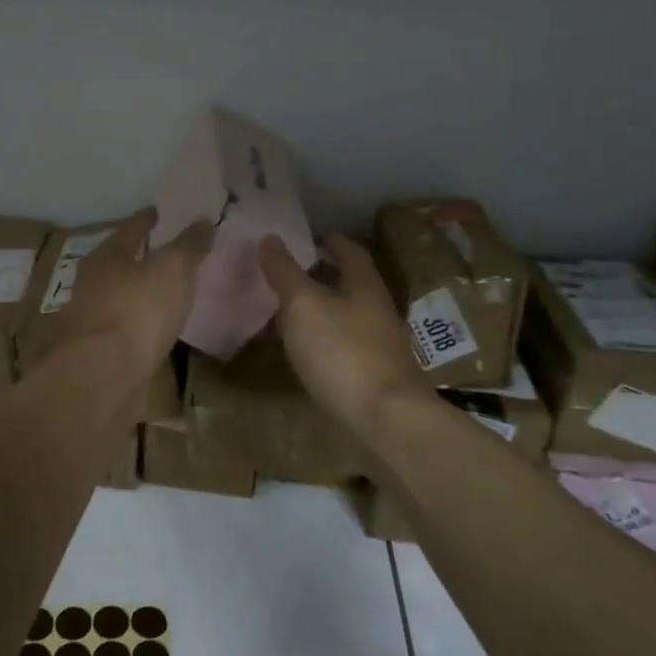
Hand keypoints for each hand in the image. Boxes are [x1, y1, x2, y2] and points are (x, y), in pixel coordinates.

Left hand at [60, 210, 213, 375]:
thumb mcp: (172, 269)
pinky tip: (159, 329)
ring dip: (143, 292)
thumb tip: (203, 220)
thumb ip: (188, 245)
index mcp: (107, 255)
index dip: (153, 219)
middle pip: (123, 261)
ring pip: (123, 296)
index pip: (133, 227)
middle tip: (177, 253)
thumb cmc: (137, 310)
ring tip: (173, 292)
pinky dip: (142, 323)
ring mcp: (92, 318)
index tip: (171, 214)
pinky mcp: (99, 351)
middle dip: (147, 256)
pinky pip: (127, 327)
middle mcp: (93, 282)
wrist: (102, 376)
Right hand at [259, 233, 426, 427]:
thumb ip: (285, 272)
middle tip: (290, 271)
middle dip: (323, 274)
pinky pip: (344, 344)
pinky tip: (304, 348)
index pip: (350, 251)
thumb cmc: (342, 351)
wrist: (385, 419)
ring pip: (347, 315)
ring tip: (288, 308)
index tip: (308, 236)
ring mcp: (379, 345)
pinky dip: (323, 338)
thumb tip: (269, 237)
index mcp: (365, 285)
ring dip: (321, 308)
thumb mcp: (303, 305)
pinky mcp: (373, 376)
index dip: (330, 240)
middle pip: (351, 283)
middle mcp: (377, 310)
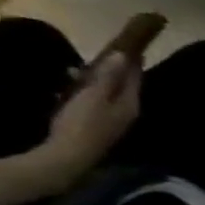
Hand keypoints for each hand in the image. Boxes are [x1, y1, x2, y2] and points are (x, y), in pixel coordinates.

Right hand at [42, 53, 140, 181]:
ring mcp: (114, 120)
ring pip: (108, 94)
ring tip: (82, 69)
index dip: (132, 63)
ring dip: (97, 81)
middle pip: (123, 87)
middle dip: (116, 71)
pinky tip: (71, 88)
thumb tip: (124, 56)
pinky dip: (86, 93)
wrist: (69, 154)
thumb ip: (109, 77)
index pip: (135, 79)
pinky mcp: (97, 126)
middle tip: (109, 56)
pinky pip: (95, 103)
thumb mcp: (94, 95)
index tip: (132, 49)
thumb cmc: (82, 122)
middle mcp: (127, 112)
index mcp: (130, 103)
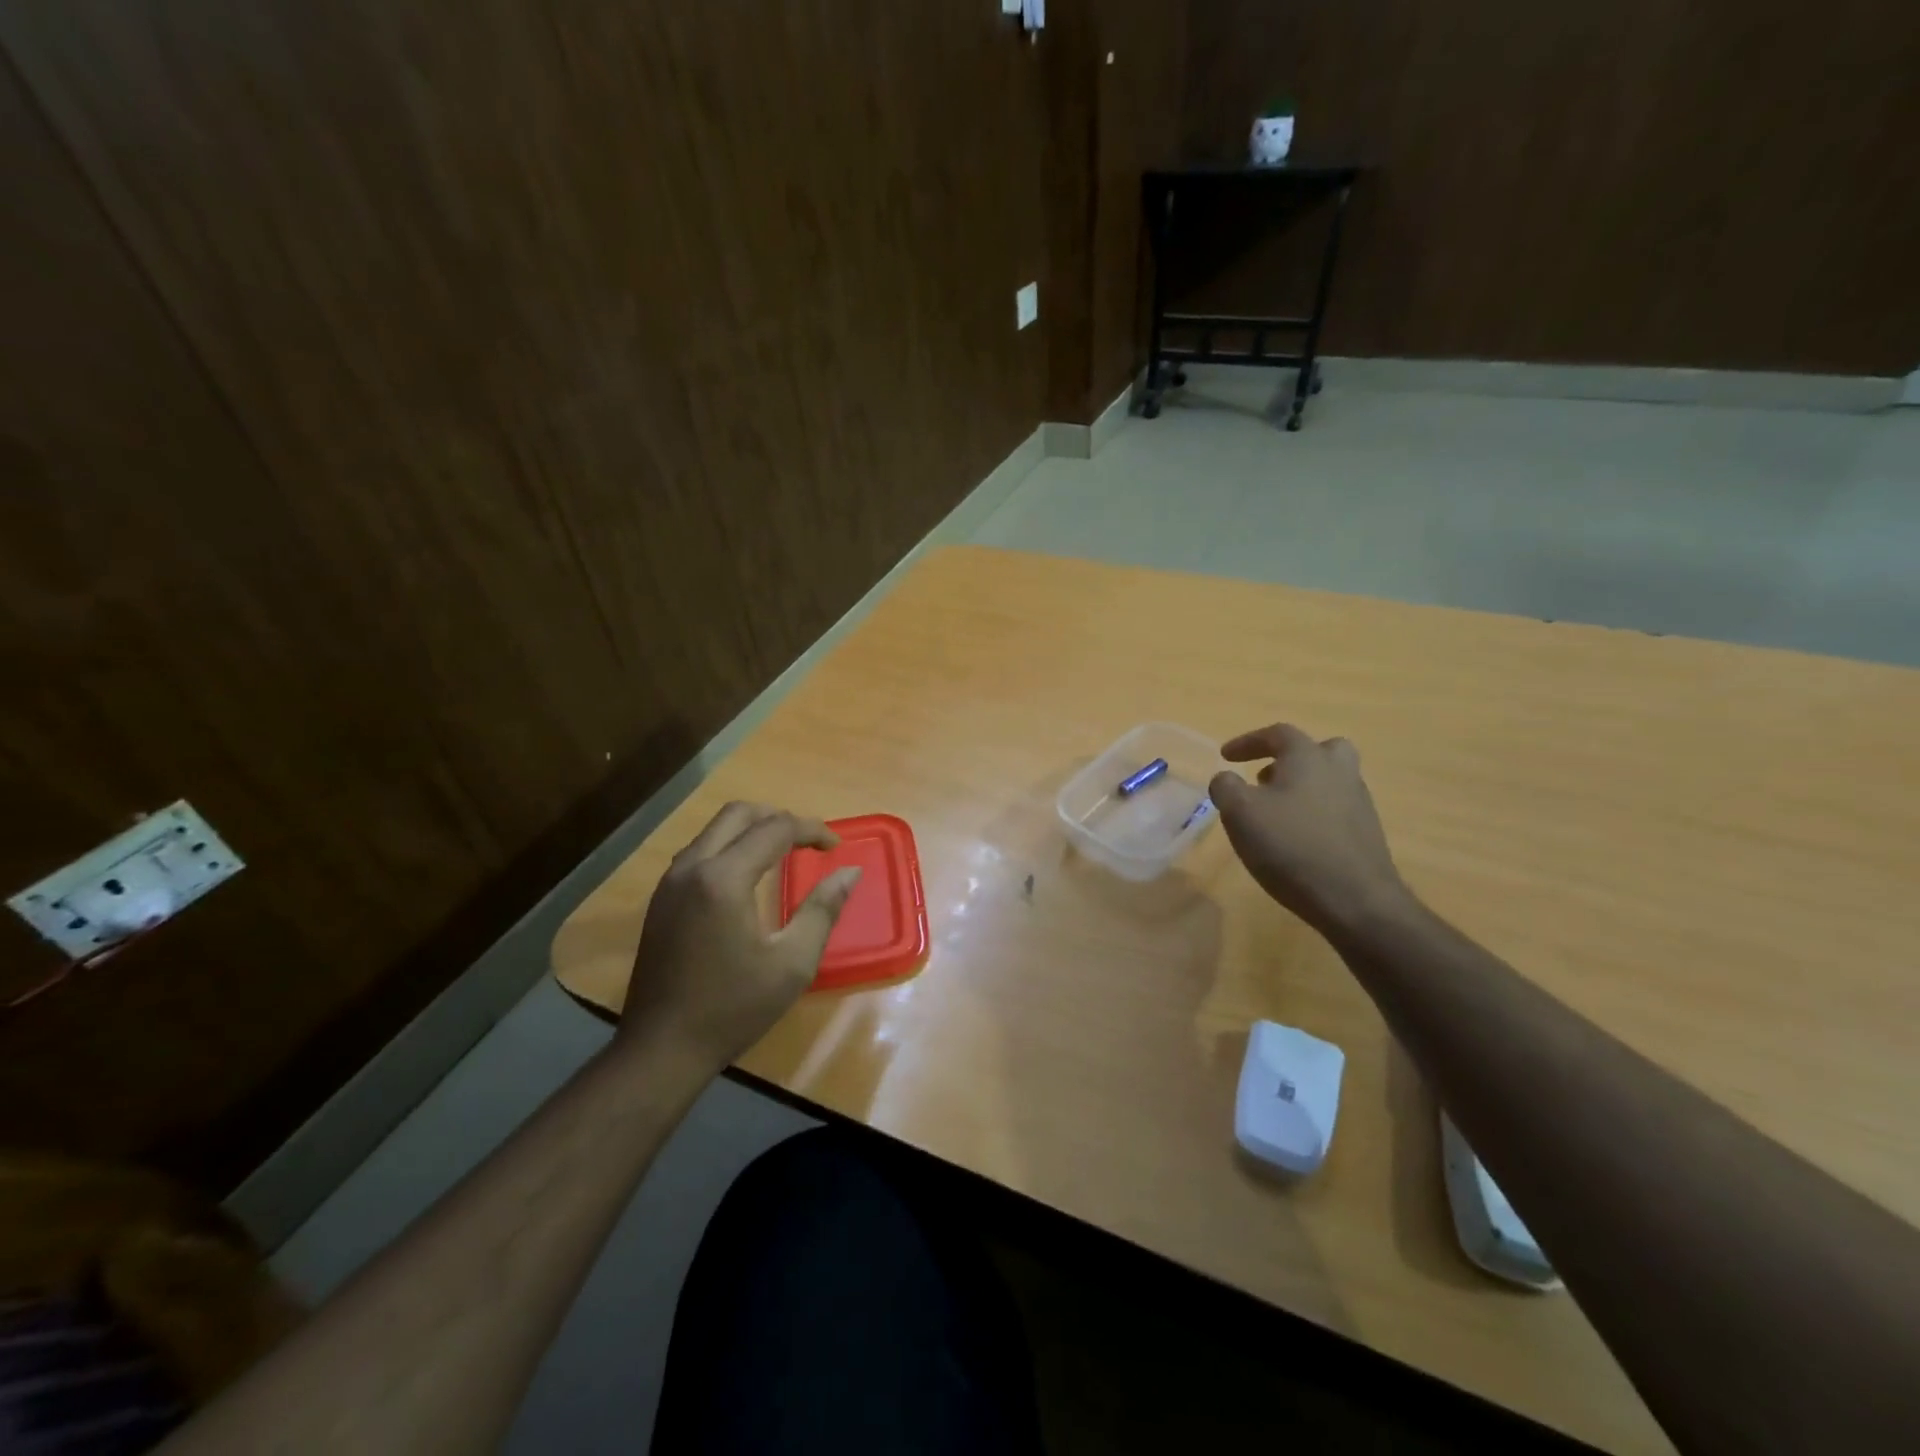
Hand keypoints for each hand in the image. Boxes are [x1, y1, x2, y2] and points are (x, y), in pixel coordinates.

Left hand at [618, 802, 860, 1070]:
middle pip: (739, 814)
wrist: (661, 1049)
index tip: (835, 847)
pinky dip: (730, 847)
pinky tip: (748, 877)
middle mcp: (692, 867)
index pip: (775, 829)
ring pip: (715, 829)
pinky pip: (700, 851)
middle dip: (779, 817)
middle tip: (809, 841)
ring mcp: (670, 882)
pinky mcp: (661, 899)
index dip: (811, 830)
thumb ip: (823, 909)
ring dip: (752, 830)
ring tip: (784, 853)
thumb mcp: (792, 963)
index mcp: (724, 879)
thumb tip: (849, 872)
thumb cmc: (733, 1008)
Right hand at [1209, 724, 1408, 934]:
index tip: (1225, 756)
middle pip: (1318, 750)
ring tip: (1275, 812)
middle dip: (1289, 758)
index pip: (1277, 734)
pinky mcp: (1366, 833)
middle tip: (1266, 777)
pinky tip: (1296, 839)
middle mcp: (1339, 771)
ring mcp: (1358, 802)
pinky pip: (1336, 809)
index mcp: (1308, 757)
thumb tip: (1226, 778)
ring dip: (1301, 787)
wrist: (1356, 900)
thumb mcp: (1240, 813)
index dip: (1247, 742)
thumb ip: (1226, 787)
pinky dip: (1314, 813)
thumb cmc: (1291, 846)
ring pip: (1329, 780)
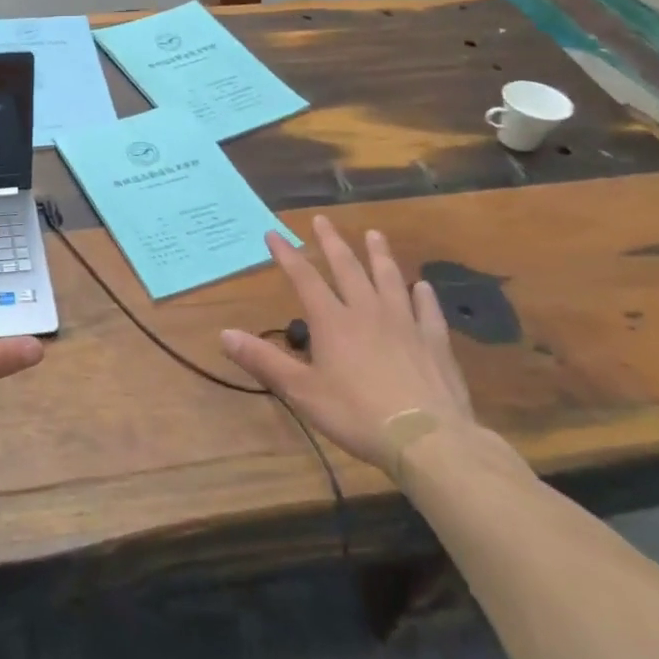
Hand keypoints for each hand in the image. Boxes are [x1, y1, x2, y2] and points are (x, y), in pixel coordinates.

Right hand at [221, 216, 473, 471]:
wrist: (427, 438)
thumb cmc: (356, 414)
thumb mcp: (301, 391)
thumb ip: (263, 360)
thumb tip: (224, 333)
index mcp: (333, 321)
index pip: (304, 278)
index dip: (287, 254)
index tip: (273, 233)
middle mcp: (368, 312)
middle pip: (348, 268)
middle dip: (332, 242)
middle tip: (323, 220)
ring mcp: (405, 324)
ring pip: (390, 279)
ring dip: (380, 255)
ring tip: (374, 235)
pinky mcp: (435, 342)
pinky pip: (427, 310)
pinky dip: (424, 295)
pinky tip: (423, 285)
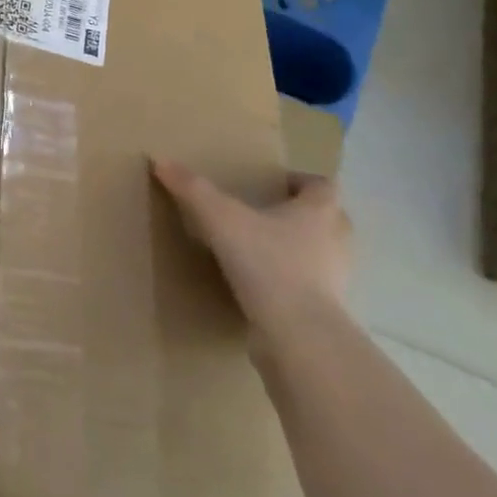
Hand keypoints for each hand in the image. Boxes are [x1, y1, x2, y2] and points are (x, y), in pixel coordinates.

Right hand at [151, 160, 350, 347]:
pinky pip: (311, 290)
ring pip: (322, 256)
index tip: (275, 184)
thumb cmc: (268, 264)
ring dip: (300, 251)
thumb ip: (193, 189)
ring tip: (263, 250)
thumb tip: (160, 160)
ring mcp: (335, 281)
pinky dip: (292, 285)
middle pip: (330, 220)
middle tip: (269, 214)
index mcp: (319, 213)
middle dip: (304, 215)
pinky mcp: (325, 314)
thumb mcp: (221, 219)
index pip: (323, 186)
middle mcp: (336, 242)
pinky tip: (262, 288)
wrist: (297, 336)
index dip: (302, 181)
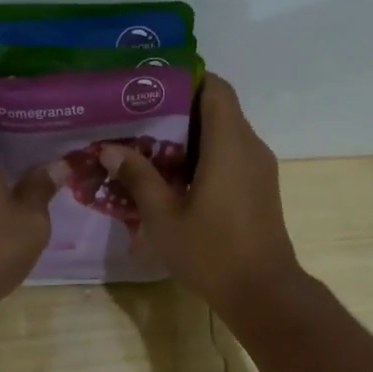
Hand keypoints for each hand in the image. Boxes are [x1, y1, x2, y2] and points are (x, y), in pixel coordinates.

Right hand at [102, 74, 304, 318]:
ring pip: (226, 134)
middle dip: (181, 110)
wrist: (263, 291)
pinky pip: (233, 157)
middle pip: (219, 109)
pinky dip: (208, 157)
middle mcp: (250, 146)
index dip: (185, 80)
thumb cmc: (211, 252)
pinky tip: (178, 179)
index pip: (215, 87)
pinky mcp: (261, 188)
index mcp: (229, 143)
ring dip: (193, 137)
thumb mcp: (164, 217)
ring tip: (152, 149)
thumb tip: (109, 149)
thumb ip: (138, 177)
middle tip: (140, 120)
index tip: (152, 88)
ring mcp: (260, 169)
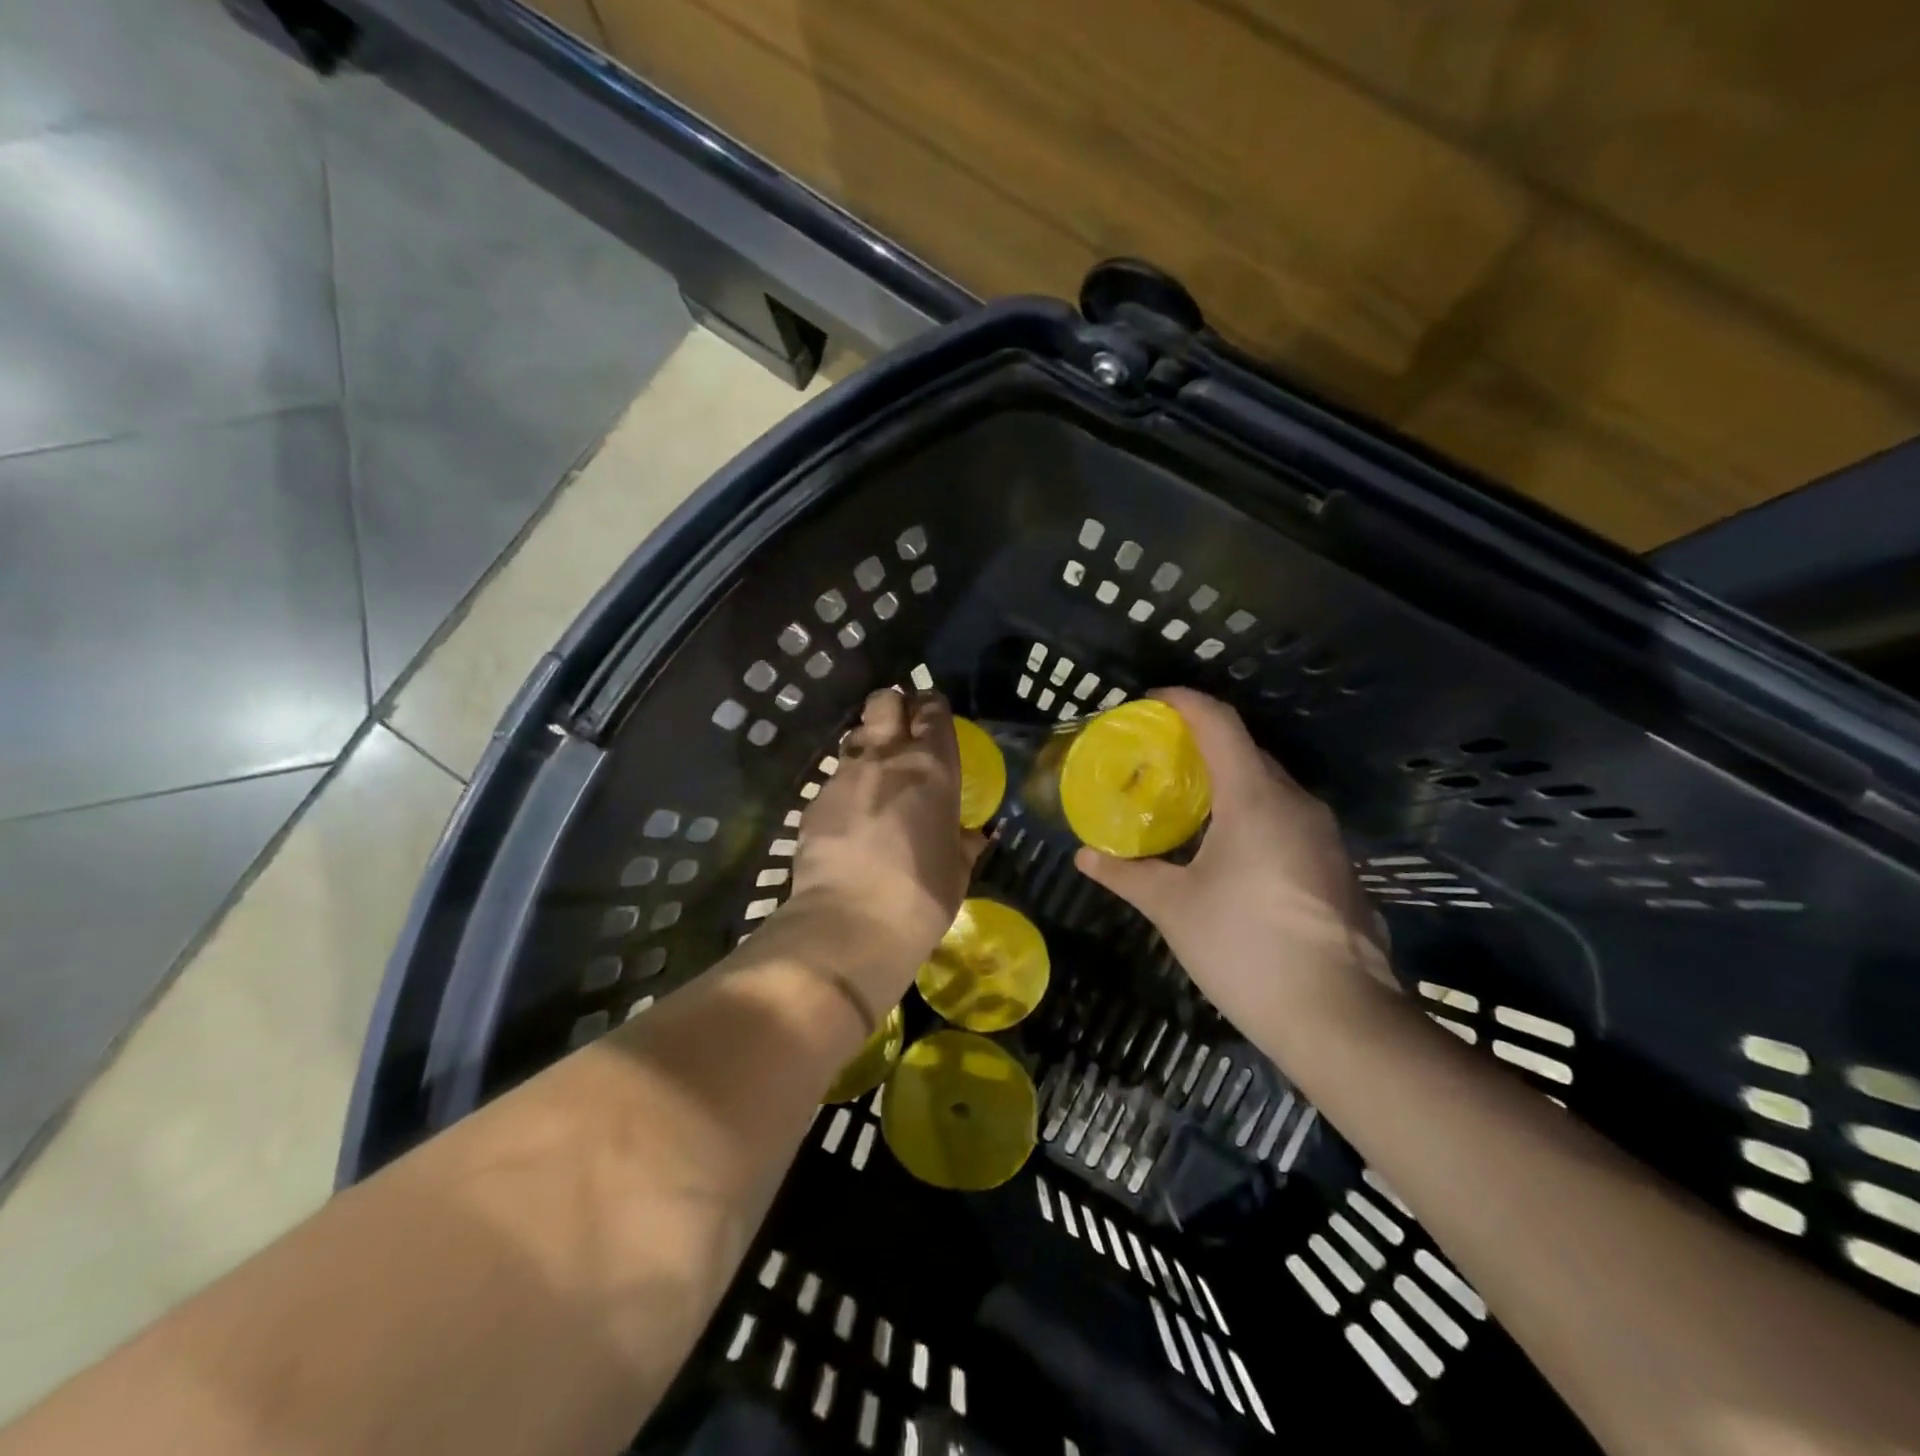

§

Problem to solve:
Among the entries above, find the line with "ring pip: (322, 256)" and the line with "middle mcp: (336, 242)"; give again exactly these two lines and all lines between them.

Result for this exercise:
ring pip: (322, 256)
index tip: (275, 184)
thumb cmc: (268, 264)
ring dip: (300, 251)
thumb ip: (193, 189)
ring tip: (263, 250)
thumb tip: (160, 160)
ring mcp: (335, 281)
pinky dip: (292, 285)
middle pip: (330, 220)
middle tip: (269, 214)
index mcp: (319, 213)
middle dip: (304, 215)
pinky mcp: (325, 314)
thumb mcp: (221, 219)
index pip: (323, 186)
middle mcp: (336, 242)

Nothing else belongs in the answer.